Upon my return from the conference I experienced a full 2 days of freakishly frequent and sometimes constant déjà vu. It was extremely disconcerting and I am very glad it stopped! But at the same time I had this constant sense not only that I had been here before but that it was absolutely the right place to be. It was a feeling of familiarity that actually gave me a sense of calm alongside the slight anxiety that I was losing my mind. Which was not much helped by a quick google that suggested that I either had a brain tumour, onset of epilespy, or previously untapped psychic ability! A friend suggested that I should not be at all concerned as it clearly meant that I am on the right path, and I am after much thought now inclined to agree with her.
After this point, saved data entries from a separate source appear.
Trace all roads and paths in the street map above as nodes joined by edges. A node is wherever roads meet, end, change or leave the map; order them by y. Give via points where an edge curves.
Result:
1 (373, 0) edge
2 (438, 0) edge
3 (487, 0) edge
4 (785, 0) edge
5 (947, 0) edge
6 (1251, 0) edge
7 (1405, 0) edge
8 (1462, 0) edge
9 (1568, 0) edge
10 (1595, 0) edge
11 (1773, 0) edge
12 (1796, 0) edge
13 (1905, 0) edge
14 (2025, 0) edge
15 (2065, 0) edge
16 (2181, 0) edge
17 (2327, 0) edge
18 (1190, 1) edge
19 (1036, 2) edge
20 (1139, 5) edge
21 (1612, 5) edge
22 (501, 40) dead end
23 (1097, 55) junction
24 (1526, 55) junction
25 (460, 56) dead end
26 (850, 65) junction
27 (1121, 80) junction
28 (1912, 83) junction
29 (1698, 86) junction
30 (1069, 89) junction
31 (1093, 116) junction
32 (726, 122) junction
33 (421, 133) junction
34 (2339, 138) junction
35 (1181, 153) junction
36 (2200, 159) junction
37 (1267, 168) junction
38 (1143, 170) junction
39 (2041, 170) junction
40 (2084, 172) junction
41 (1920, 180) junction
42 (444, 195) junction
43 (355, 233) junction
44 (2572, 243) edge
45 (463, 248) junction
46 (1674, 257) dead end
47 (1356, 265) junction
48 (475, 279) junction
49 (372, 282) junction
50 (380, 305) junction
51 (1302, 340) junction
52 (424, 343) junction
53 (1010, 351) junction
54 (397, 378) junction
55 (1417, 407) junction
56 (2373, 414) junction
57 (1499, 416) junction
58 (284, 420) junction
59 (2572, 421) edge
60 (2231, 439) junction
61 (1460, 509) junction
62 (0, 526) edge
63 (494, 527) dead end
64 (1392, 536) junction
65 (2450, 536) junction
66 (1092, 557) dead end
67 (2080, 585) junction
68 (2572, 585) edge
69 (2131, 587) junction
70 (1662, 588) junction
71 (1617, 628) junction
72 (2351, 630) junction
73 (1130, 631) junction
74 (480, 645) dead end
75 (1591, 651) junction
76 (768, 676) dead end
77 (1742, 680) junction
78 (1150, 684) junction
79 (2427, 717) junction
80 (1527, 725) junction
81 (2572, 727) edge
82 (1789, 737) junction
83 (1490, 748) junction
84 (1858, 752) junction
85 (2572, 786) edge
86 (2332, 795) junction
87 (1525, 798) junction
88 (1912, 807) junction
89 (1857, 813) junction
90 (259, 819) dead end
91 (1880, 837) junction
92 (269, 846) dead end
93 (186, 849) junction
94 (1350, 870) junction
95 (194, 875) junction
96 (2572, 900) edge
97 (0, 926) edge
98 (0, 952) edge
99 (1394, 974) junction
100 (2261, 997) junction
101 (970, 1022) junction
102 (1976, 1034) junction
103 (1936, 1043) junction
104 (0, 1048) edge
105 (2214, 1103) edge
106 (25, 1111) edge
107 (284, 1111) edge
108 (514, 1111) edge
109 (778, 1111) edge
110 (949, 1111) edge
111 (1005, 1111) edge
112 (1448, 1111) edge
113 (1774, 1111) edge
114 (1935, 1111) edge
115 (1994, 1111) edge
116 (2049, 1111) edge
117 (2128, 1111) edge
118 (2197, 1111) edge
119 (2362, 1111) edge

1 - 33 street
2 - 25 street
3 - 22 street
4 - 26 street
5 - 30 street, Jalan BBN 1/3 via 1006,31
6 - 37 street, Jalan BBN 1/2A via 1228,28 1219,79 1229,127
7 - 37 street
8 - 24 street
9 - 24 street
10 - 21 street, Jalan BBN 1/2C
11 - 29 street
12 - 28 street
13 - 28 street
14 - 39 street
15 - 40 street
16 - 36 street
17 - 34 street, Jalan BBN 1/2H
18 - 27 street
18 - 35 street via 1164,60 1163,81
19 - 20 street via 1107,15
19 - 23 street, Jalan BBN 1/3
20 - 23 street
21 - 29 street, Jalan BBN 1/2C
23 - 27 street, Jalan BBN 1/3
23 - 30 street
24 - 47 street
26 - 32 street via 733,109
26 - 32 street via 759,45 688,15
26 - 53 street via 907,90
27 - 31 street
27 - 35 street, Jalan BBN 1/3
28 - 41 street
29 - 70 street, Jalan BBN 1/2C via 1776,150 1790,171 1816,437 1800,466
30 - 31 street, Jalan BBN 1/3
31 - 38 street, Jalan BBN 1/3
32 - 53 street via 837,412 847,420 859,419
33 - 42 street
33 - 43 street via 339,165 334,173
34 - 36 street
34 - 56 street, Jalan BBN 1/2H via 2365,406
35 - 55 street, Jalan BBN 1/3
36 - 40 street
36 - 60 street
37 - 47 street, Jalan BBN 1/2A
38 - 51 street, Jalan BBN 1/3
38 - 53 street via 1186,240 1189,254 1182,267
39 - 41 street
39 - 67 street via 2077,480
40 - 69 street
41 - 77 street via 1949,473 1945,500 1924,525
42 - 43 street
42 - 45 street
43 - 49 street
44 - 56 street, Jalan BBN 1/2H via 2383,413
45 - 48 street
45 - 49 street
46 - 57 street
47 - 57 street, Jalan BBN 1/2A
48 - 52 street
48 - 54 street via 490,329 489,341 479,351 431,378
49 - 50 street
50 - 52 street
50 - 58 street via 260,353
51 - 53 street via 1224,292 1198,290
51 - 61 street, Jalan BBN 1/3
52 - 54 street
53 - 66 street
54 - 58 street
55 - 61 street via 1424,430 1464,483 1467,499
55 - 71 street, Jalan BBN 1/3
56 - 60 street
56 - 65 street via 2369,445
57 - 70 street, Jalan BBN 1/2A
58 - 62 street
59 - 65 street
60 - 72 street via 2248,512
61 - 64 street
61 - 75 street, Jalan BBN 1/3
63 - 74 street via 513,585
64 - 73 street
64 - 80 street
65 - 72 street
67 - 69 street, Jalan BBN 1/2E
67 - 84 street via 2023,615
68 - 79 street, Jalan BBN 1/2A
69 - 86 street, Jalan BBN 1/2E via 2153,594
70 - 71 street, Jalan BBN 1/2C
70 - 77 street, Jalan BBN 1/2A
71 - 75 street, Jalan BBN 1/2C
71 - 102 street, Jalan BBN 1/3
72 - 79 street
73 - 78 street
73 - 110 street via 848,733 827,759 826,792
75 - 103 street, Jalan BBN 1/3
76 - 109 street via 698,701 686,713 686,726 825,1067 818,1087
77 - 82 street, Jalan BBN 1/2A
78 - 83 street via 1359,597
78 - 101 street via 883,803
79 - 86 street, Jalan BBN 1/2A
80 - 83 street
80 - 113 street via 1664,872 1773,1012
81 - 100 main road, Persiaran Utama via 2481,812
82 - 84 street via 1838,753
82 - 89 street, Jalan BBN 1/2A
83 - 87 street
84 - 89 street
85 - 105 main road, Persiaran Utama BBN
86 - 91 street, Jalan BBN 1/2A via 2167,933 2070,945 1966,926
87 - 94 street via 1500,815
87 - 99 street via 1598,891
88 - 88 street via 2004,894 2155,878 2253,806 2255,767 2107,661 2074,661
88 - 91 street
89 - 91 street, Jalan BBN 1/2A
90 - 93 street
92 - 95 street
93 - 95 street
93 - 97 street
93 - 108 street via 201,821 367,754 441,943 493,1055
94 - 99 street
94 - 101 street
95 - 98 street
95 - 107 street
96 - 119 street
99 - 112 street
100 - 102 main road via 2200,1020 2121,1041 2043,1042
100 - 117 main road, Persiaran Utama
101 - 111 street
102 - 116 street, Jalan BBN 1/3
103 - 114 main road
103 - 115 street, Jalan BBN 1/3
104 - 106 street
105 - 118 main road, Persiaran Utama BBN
It makes sense to me, further encouraged as I am by my current reading – Shirley Maclaine’s Out on a Limb . She certainly does put herself out on a limb to those such as myself who don’t know much about such alternative ways of thinking and being! But, it is certainly preferable to worrying that I have brain tumour, and so I am keeping an open mind and just going with it!
While this current phase of my life is so blessed (by who, or what, I have yet to decide!), a great many shall we say “dark” years went before. I’ve been sober for almost a decade now and I am still often haunted by the time I feel I’ve wasted along the way, not just with regard to my alcoholism per se but to do with relationships, family, finances, and opportunities lost both related to my drinking and otherwise. That’s why I love this quote and I think it really does ring true for me, especially at this time in my life. The point is (yes, I do have a point somewhere in this post) that I have a deep sense that now is where I am absolutely meant to be. I feel myself increasingly drawn to Buddhism. Brought up in a strict Christian household, I have neglected my spiritual side for a great many years. Not any more. It does indeed feel like now is right on time.